CPGs have been widely developed and support implementation with the aim of improving healthcare processes and patient outcomes, but the use of evidence-based practice remains haphazard. CPGs are both poorly developed and ineffectively implemented. To improve clinical practice and health outcomes, both well-developed CPGs and effective methods of CPG implementation are required [38]. Furthermore, there is a need to develop effective implementation methods to achieve large-scale adoption of proven innovations and recommended care [39].

High-quality systematic reviews (SRs) and randomised controlled trials (RCTs) are sources of the best evidence [40]. However, evidence-based CPG development is limited because of insufficient or conflicting evidence of high-quality SRs and RCTs in TM. Although CPG developers are frequently required to incorporate more than one form of evidence in their CPGs, information and guidance on how to achieve this goal are lacking. Formal consensus methods (i.e. the Delphi method, the nominal group technique, the RAND/UCLA Appropriateness Method (RAM) and the National Institutes of Health (NIH) consensus development conference) or guideline development are recommended [41]. CPGs that use informal consensus methods formulate recommendations without drawing on research evidence [42]. The consensus method is a basic method for developing CPGs in TM and requires further normalisation.

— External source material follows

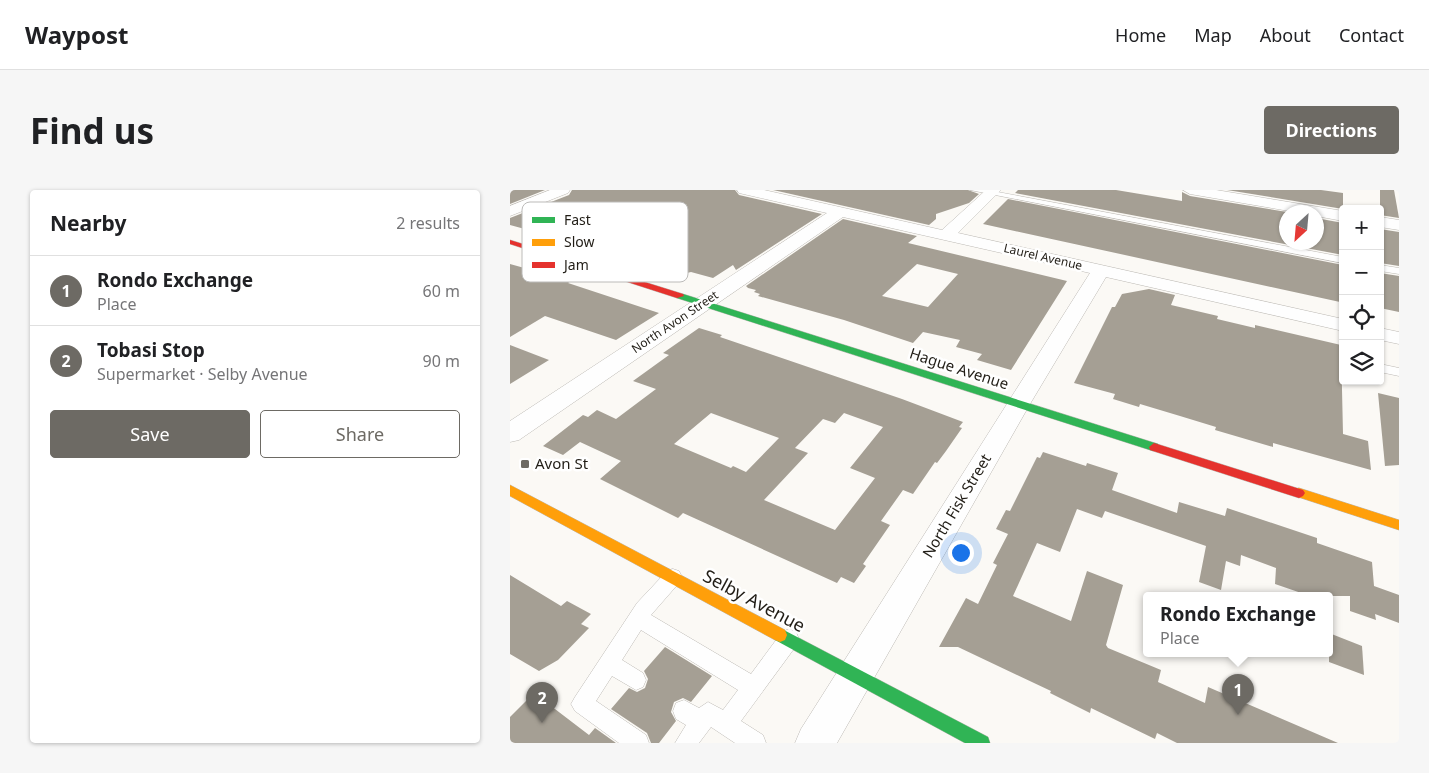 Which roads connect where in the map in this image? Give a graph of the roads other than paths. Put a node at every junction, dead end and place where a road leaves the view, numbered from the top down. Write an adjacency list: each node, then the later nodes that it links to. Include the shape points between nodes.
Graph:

This review has a few limitations. Only a few CPGs regarding TM were found. It was assumed that CPGs that were not identified in this study have little potential use in practice. The CPGs evaluated in this report were primarily retrieved from the AKOM. The search results were examined in conjunction with a mail survey of seven clinical academic associations that are not member societies of the AKOM, which were added subsequently. Despite these limitations, this review is useful because it is the first to assess the current CPGs available in TM, and it evaluates the quality of their development process.

Several guidelines were produced in Korea within the last 5 years, but the overall quality was generally low. There are several recommendations for the future. First, an educational training programme should be developed for core confidence of guideline development groups to further familiarise them with guideline development standards such as the AGREE instrument and to incorporate these standards into CPGs. Second, budget preparation and the planning of financial support is required for developing and disseminating evidence-based CPGs, and a strategy for efficient partnership between the private sector and the government should be formulated and executed. Third, a methodology for the development of CPGs based on our TM environment, which lacks supporting evidence, is required, and technical support should be provided. Finally, future CPGs should use a consistent grading system to assess the quality of evidence and strength of recommendations.

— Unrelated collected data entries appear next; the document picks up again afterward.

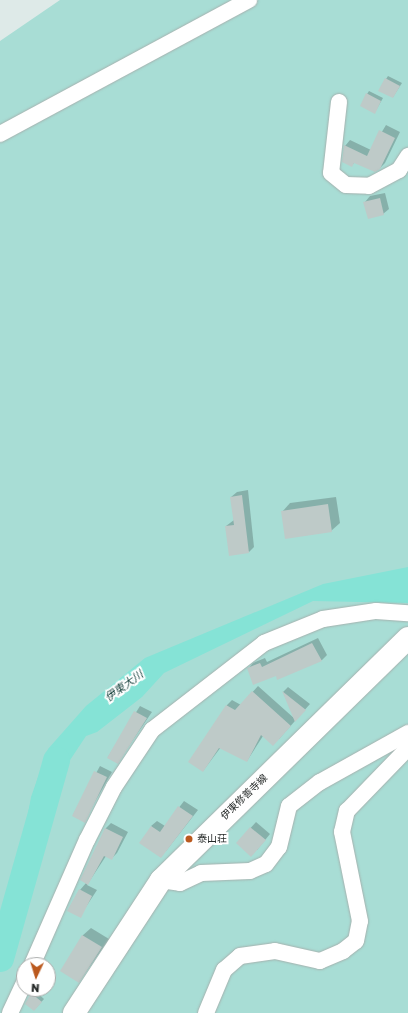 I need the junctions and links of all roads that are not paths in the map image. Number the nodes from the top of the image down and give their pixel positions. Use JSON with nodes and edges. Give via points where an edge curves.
{"nodes":[{"id":1,"x":249,"y":0,"type":"edge"},
{"id":2,"x":339,"y":102,"type":"dead end"},
{"id":3,"x":0,"y":134,"type":"edge"},
{"id":4,"x":408,"y":156,"type":"edge"},
{"id":5,"x":408,"y":613,"type":"edge"},
{"id":6,"x":408,"y":638,"type":"edge"},
{"id":7,"x":408,"y":733,"type":"edge"},
{"id":8,"x":408,"y":748,"type":"edge"},
{"id":9,"x":161,"y":880,"type":"junction"},
{"id":10,"x":36,"y":957,"type":"edge"},
{"id":11,"x":17,"y":997,"type":"edge"},
{"id":12,"x":10,"y":1013,"type":"edge"},
{"id":13,"x":74,"y":1013,"type":"edge"},
{"id":14,"x":206,"y":1013,"type":"edge"}],
"edges":[{"from":1,"to":3,"type":"street"},
{"from":2,"to":4,"type":"street","via":[[332,173],[346,185],[369,186],[399,170]]},
{"from":5,"to":10,"type":"street","via":[[376,611],[323,619],[264,643],[152,730],[114,787],[87,840]]},
{"from":6,"to":9,"type":"main road","name":"伊東修善寺線"},
{"from":7,"to":9,"type":"street","via":[[320,782],[289,806],[279,847],[266,864],[250,871],[201,873],[180,883]]},
{"from":8,"to":14,"type":"street","via":[[347,811],[342,832],[360,921],[356,941],[344,952],[320,961],[275,951],[240,956],[224,970]]},
{"from":9,"to":13,"type":"main road","name":"伊東修善寺線"},
{"from":11,"to":12,"type":"street"}]}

In conclusion, the quality of CPGs for TM in Korea has remained suboptimal according to the AGREE II instrument evaluation. Specially, the use of AGREE II in the development process ensures that these considerations are incorporated and must make an increased effort to ensure the high quality of CPGs. Therefore, guideline developers should consider adopting evidence-based CPGs for developing trustworthy guidelines to ensure the translation of evidence into practice.